Let conductance = c, diameter = d, length = l
c= (square) d/l
Am I going in the right direction?? Please help and give solutions!! :)
t = k (1/z^3)(r^2)
for the given:
4 = k(1/27)(36)
k = 4(27)/36 = 3
so your equation is
t = 3r^2/z^3
for the data ...
t = 3(81)/216 = 9/8 or 1.125
#2
c = k d^2/l
sub in the given:
.54 = k (9)/20
k = .54(20)/9 = 1.2
so you have c = 1.2 d^2/l
in your first data, the length was given in metres, but in the second set of data the length is in mm
Is that a typo or do you want that?
I am going to assume that the original 20 m was really 20 mm,
c = 1.2(25)/50 = .6
No
Yes, you are on the right track! To solve both problems, you need to use the given formulas and solve for the constant of variation (k) first, and then use that constant to find the solution in each case.
Let's solve the first problem step-by-step:
1. Given the equation: t = k * (r^2) / (z^3)
2. To find k, substitute the given values: t = 4, z = 3, and r = 6.
4 = k * (6^2) / (3^3)
3. Simplify the equation:
4 = k * 36 / 27
4 = 4/3 * k
4. Solve for k:
k = 3
5. Now that we've found the value of k, we can use it to find the value of t when z = 6 and r = 9.
t = 3 * (9^2) / (6^3)
t = 3 * 81 / 216
t = 243 / 216
t ≈ 1.125
Therefore, when z = 6 and r = 9, t is approximately 1.125.
Now let's solve the second problem:
1. Given the equation: c = (d^2) / l
2. To find c, substitute the given values: c = 0.54, l = 20m, and d = 3mm.
0.54 = (3^2) / 20
3. Simplify the equation:
0.54 = 9 / 20
4. Solve for c:
c = 0.54 * 20 / 9
c ≈ 1.2 mho
5. Now, we can use the value of c to find the conductance when l = 50mm and d = 5mm.
c = (5^2) / 50
c ≈ 0.5 mho
Therefore, when l = 50mm and d = 5mm, the conductance is approximately 0.5 mho.
I hope this helps! Let me know if you have any further questions.
Yes, you are going in the right direction. To solve both problems, you need to use the concept of inverse variation and direct variation.
Let's solve the first problem:
Given:
t varies inversely as the cube of z
t varies directly as the square of r
t = 4 when z = 3 and r = 6
We can write this relationship as:
t = k * (r^2 / z^3)
Plug in the given values:
4 = k * (6^2 / 3^3)
Simplifying this equation, we have:
4 = k * 36 / 27
4 = 4k / 3
Multiply both sides by 3:
12 = 4k
k = 12 / 4
k = 3
Now, substitute the values of z = 6 and r = 9 into the equation:
t = 3 * (9^2 / 6^3)
t = 3 * (81 / 216)
t = 3 * 0.375
t = 1.125
So, when z = 6 and r = 9, the value of t is approximately 1.125.

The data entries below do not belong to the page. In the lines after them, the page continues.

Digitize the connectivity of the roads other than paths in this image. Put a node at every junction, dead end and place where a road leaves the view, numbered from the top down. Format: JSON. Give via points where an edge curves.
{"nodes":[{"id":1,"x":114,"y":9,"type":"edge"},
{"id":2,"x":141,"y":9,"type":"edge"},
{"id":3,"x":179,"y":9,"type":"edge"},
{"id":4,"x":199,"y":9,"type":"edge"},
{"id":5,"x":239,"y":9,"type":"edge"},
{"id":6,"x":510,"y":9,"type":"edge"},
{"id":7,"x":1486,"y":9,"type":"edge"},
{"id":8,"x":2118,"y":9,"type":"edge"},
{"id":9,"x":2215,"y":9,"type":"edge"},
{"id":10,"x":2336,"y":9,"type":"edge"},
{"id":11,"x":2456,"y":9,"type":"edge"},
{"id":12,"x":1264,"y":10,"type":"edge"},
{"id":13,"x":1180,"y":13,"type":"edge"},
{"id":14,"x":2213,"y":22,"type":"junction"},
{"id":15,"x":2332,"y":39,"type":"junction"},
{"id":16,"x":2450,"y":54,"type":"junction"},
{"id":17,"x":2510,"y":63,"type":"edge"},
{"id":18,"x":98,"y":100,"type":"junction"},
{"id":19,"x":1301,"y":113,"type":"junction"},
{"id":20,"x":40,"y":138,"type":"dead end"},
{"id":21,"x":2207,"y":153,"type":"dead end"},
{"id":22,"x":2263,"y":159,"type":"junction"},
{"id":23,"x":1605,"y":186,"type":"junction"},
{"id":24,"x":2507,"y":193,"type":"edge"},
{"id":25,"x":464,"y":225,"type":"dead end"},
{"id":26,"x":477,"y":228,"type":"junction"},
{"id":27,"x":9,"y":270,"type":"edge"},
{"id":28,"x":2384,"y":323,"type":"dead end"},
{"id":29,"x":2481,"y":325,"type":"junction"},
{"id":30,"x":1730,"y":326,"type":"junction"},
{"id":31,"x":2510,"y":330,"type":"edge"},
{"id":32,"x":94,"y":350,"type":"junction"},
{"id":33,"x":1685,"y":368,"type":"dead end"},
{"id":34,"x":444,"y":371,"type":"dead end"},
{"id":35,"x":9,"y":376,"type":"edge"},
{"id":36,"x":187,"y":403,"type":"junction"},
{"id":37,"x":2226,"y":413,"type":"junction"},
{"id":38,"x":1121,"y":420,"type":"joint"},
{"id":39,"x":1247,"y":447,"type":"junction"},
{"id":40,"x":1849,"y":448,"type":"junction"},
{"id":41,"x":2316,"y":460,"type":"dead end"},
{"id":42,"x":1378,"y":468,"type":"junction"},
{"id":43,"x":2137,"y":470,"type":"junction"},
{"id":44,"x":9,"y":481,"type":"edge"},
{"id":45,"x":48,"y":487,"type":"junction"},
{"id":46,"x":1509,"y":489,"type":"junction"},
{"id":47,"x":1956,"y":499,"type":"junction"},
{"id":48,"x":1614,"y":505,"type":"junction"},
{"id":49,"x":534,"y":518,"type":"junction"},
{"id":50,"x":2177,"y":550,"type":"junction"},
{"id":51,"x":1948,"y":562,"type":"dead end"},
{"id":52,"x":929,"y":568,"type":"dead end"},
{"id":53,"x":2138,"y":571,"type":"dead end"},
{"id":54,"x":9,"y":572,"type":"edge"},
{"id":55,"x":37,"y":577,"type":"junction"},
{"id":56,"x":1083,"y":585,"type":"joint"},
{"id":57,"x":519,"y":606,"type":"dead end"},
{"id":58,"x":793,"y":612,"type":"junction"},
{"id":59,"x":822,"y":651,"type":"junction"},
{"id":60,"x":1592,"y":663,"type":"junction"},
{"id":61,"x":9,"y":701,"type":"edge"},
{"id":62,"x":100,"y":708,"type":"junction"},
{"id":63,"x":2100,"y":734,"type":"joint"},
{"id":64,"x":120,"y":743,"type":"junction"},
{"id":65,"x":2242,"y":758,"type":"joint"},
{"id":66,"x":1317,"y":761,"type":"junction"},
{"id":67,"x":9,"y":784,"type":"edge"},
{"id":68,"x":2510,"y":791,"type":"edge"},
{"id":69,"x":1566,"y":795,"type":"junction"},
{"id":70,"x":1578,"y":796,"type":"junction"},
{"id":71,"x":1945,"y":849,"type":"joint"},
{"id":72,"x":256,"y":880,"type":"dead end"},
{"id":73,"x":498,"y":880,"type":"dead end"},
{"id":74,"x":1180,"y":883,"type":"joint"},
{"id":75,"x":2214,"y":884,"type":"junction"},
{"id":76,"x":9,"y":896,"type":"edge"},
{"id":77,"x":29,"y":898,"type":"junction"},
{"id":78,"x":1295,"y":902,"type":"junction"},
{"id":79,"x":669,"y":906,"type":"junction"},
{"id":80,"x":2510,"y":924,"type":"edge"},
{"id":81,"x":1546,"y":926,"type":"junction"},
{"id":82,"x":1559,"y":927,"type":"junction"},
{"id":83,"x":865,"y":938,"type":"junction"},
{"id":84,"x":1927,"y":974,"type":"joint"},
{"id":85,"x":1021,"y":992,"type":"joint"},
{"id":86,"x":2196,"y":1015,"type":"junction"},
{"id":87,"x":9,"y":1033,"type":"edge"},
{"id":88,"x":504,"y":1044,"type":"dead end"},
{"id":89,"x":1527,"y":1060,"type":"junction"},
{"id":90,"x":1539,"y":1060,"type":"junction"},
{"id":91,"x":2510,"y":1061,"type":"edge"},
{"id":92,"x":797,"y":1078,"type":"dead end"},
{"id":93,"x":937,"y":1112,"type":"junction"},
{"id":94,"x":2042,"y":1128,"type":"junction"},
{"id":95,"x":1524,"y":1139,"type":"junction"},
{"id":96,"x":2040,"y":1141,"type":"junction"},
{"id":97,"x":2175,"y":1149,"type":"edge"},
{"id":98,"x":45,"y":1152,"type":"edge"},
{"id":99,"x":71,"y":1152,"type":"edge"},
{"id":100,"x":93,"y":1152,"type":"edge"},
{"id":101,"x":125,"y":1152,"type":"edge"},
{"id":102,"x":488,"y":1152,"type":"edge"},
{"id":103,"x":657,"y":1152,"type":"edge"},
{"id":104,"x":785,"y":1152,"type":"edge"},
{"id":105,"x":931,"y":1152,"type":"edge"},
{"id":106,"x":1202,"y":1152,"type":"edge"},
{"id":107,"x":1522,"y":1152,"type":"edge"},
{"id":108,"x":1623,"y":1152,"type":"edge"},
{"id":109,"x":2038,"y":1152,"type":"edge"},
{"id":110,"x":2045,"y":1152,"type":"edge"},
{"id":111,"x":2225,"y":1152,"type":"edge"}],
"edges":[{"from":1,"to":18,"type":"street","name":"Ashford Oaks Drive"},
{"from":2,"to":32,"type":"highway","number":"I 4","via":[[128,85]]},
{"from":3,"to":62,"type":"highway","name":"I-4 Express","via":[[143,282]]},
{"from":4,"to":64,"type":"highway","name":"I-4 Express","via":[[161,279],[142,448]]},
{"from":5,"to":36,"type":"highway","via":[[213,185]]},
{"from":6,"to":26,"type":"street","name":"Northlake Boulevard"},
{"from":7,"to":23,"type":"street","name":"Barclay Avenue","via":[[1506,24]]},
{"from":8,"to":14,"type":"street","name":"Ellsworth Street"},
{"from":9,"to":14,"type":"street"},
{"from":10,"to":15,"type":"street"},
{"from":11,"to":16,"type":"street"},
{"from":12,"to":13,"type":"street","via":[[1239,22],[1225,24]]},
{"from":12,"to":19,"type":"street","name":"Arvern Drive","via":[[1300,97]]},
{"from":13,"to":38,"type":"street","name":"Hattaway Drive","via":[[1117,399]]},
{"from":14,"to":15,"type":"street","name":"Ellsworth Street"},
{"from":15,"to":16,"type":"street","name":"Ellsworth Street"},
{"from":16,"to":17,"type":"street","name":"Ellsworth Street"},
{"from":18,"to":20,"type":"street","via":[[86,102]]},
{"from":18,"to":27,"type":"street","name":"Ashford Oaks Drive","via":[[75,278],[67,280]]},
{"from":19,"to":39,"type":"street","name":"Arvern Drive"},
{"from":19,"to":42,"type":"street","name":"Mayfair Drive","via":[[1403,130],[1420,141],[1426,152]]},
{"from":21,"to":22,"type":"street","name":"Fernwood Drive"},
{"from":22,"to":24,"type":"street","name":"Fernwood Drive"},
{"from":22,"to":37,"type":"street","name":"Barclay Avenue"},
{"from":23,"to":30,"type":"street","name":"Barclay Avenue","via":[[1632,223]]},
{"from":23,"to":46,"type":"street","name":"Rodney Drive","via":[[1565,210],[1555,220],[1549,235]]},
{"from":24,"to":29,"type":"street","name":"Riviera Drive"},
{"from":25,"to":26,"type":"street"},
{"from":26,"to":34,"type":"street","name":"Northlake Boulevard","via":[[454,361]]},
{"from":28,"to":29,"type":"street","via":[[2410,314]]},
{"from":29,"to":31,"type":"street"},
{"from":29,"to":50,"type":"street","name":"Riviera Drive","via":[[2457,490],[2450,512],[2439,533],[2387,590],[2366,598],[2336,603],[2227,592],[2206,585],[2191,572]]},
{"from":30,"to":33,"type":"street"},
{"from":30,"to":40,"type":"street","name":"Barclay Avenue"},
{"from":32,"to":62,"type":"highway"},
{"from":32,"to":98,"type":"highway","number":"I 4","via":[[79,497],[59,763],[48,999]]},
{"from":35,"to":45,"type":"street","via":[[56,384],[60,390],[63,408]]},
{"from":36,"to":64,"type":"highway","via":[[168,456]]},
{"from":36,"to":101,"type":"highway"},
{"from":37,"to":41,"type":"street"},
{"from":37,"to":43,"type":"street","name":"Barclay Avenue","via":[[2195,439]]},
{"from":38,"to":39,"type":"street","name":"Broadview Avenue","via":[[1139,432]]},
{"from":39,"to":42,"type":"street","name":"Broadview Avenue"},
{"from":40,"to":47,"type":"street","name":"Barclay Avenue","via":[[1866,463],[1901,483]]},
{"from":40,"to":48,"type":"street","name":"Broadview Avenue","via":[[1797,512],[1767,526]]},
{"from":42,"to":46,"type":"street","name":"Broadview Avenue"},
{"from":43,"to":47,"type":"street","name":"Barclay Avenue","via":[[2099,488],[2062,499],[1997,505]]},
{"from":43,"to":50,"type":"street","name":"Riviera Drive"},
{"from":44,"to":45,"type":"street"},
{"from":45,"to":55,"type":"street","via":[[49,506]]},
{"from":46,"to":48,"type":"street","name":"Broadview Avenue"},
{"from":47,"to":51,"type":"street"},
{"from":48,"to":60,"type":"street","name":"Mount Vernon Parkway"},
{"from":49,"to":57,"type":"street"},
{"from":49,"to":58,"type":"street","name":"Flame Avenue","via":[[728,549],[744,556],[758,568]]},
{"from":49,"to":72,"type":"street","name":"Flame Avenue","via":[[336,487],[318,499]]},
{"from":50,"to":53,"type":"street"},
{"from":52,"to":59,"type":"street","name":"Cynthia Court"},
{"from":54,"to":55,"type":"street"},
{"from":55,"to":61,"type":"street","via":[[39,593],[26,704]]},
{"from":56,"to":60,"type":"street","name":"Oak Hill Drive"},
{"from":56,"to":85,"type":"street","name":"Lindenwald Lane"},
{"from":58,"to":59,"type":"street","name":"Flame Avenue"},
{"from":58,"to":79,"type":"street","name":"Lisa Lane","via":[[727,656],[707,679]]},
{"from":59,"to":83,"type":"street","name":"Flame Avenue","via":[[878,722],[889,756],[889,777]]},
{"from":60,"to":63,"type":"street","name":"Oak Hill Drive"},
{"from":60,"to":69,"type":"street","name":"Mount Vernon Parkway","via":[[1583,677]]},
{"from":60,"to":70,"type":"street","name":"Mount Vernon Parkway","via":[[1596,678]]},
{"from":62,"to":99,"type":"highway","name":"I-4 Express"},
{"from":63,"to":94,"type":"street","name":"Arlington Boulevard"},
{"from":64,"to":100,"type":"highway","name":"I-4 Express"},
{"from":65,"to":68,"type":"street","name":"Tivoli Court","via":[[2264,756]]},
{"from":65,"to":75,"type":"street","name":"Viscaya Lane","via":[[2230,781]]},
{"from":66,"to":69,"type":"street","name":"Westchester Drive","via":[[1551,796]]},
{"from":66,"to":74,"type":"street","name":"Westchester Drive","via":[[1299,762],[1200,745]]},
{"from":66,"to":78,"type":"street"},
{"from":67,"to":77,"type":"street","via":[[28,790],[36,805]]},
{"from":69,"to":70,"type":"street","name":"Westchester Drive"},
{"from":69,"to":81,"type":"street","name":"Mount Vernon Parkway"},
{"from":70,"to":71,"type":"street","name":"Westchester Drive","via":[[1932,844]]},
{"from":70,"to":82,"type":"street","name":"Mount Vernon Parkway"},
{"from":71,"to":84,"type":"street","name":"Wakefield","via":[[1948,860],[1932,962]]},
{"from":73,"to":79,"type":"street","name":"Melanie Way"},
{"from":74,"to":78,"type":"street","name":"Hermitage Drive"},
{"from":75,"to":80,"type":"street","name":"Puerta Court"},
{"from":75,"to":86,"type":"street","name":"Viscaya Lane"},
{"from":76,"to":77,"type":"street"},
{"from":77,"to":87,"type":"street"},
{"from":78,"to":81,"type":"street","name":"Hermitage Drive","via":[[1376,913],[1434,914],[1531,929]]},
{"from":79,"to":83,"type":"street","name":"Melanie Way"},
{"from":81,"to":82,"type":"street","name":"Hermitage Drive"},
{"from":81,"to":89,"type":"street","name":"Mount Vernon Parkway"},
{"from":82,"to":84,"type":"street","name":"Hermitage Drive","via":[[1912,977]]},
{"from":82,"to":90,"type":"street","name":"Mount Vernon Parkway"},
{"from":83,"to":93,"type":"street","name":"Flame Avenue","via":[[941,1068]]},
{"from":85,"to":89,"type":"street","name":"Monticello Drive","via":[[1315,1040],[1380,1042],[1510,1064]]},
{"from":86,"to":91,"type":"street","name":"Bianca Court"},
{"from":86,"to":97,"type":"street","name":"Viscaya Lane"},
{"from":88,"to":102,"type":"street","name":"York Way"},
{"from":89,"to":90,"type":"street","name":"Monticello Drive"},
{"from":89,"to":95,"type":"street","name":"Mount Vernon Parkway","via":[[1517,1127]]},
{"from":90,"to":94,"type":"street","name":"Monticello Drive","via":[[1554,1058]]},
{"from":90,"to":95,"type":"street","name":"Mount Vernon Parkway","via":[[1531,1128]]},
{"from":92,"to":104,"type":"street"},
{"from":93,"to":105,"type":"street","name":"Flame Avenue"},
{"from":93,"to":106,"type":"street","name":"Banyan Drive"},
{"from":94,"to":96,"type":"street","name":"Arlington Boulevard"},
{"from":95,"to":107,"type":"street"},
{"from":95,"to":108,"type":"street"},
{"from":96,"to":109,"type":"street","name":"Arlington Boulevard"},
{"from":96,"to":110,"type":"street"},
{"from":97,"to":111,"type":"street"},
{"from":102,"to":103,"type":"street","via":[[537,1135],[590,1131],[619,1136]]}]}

Now, let's solve the second problem:
Given:
conductance varies directly as the square of the diameter
conductance varies inversely as the length
conductance = c, diameter = d, length = l
c = d^2 / l
Plug in the given values:
0.54 = (3^2) / 20
To find the conductance of the wire with length 50 mm and diameter 5 mm, we use the proportionality property:
(3^2) / 20 = (5^2) / l
Cross-multiply:
3^2 * l = 5^2 * 20
9l = 25 * 20
9l = 500
Divide both sides by 9:
l = 500 / 9
l ≈ 55.56
So, the conductance of the wire with length 50 mm and diameter 5 mm would be approximately 55.56 mho.